Der Arbeitskräftemangel ist im Pflegebereich schon längst angekommen. Deswegen machte das AMS gemeinsam mit der Gesundheits- und Krankenpflegeschule auf die Vorteile und Möglichkeiten einer Pflegeausbildung aufmerksam.

Kitzbühel  | Die Pflegebranche wächst stetig an, in den vergangenen zehn Jahren gab es im Bezirk Kitzbühel 600 zusätzliche Beschäftigte in dieser Sparte, insgesamt sind es aktuell 2.100. „Das ist der Bereich, der neben dem Tourismus am stärksten wächst“, erläutert Manfred Dag, der Leiter des AMS Kitzbühel.  Zum verstärkten Bedarf – etwa durch geburtenstarke Jahrgänge, die langsam ins Seniorenalter kommen – kommt noch eine Pensionierungswelle, die bei Mitarbeitern in der Pflege demnächst ansteht.  

Die Politik hat bereits reagiert. Neben vielen maßgeschneiderten Ausbildungsangeboten entsteht bekanntlich auch eine Pflegeschule für den Bezirk Kitzbühel. Der Startschuss am Standort St. Johann fällt am 14. Oktober. Die Infrastruktur ist also vorhanden, nun müssen noch Arbeitskräfte dafür gewonnen werden, in die Pflege zu gehen. Just diese Woche gab es bekanntlich einen Warnstreik, u.a. der Mitarbeiter des Altenwohnheims Kitzbühel.

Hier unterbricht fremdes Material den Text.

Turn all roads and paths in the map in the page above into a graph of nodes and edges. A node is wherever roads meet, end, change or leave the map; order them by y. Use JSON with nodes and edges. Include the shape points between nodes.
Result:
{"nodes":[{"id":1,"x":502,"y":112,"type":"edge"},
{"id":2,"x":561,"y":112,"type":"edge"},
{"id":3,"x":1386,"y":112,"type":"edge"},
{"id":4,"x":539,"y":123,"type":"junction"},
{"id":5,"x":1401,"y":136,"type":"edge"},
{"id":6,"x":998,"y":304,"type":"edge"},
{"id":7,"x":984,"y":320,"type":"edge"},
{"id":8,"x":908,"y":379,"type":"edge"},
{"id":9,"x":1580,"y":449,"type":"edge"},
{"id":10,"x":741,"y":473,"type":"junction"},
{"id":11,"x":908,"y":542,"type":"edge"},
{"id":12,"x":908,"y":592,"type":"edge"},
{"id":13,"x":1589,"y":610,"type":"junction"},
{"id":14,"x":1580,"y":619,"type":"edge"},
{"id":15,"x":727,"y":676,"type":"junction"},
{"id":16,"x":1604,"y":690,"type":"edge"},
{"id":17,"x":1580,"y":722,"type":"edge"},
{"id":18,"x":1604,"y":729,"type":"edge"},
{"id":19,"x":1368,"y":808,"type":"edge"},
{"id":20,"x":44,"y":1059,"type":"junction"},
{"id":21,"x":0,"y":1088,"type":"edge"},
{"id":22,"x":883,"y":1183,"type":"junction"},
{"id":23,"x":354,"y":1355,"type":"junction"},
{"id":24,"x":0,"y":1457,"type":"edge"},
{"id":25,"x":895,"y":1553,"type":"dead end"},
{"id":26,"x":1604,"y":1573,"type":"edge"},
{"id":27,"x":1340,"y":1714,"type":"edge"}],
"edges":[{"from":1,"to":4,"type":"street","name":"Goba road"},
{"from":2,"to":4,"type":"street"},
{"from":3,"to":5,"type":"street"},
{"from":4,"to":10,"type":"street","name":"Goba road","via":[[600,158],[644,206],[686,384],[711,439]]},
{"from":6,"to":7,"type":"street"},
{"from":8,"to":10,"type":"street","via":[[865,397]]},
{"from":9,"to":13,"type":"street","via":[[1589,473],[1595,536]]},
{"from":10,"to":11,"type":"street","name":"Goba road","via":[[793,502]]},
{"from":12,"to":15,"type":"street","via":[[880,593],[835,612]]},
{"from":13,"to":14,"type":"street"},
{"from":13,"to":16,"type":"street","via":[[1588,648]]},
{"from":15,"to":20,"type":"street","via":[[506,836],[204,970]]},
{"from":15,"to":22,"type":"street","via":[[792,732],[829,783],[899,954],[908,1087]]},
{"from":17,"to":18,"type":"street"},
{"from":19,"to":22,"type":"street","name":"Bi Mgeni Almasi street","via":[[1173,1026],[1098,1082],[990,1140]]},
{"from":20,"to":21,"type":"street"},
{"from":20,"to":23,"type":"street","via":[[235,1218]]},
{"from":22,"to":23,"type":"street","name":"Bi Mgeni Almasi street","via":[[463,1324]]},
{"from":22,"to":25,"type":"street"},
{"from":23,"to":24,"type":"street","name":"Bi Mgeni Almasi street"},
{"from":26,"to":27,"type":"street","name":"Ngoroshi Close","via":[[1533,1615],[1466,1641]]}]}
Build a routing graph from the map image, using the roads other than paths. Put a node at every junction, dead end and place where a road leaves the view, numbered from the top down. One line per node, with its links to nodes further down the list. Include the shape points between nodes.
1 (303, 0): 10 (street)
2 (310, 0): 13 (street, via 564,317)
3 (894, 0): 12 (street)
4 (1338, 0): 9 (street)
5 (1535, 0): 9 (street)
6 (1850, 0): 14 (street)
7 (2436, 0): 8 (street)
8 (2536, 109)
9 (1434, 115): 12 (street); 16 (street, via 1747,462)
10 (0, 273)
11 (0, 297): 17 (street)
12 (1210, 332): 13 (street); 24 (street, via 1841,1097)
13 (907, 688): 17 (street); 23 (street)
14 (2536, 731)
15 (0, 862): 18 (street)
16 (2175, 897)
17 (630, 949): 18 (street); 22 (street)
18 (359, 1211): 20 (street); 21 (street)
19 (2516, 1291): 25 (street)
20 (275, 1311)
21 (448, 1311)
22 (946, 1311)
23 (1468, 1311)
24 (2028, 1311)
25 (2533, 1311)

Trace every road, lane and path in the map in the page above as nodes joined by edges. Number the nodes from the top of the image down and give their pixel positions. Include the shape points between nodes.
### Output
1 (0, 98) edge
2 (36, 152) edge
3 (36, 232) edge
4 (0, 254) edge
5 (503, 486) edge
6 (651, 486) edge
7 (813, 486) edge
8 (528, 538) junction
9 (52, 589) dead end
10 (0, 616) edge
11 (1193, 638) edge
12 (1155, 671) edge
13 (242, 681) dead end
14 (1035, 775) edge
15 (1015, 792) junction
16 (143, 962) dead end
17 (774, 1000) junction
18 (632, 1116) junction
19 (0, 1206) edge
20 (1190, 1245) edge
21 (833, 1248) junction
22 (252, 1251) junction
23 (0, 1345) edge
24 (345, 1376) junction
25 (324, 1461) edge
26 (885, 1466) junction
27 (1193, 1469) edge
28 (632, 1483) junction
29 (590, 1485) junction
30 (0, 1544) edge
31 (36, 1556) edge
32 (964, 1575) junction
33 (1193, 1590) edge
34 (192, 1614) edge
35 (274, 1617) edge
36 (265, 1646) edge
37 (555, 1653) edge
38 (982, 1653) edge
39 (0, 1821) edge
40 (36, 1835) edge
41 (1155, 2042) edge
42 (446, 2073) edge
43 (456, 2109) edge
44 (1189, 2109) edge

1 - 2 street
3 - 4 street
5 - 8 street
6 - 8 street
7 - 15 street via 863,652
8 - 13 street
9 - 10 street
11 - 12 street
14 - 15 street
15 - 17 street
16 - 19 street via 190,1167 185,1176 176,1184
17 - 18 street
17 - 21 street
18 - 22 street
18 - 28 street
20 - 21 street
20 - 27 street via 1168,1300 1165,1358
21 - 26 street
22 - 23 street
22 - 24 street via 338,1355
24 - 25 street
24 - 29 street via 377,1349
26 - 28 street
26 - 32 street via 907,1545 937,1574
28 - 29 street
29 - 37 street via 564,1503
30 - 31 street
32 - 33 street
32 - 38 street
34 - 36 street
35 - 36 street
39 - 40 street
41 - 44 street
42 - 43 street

Leichter Einstieg, weit skalierbar

„Wenn wir von der Diplomausbildung ausgehen, hatten wir immer genug Bewerber, um die Ausbildungsplätze zu füllen. Aber in der Pflegeassistenz merkt man seit etwa vier Jahren einen starken Rückgang der Bewerberzahlen“, bestätigt auch Claudia Schweiger, Direktorin der Gesundheits- und Kankenpflegeschule. Die Antwort darauf ist ein niederschwelliger Zugang zu sämtlichen Angeboten in der Pflege.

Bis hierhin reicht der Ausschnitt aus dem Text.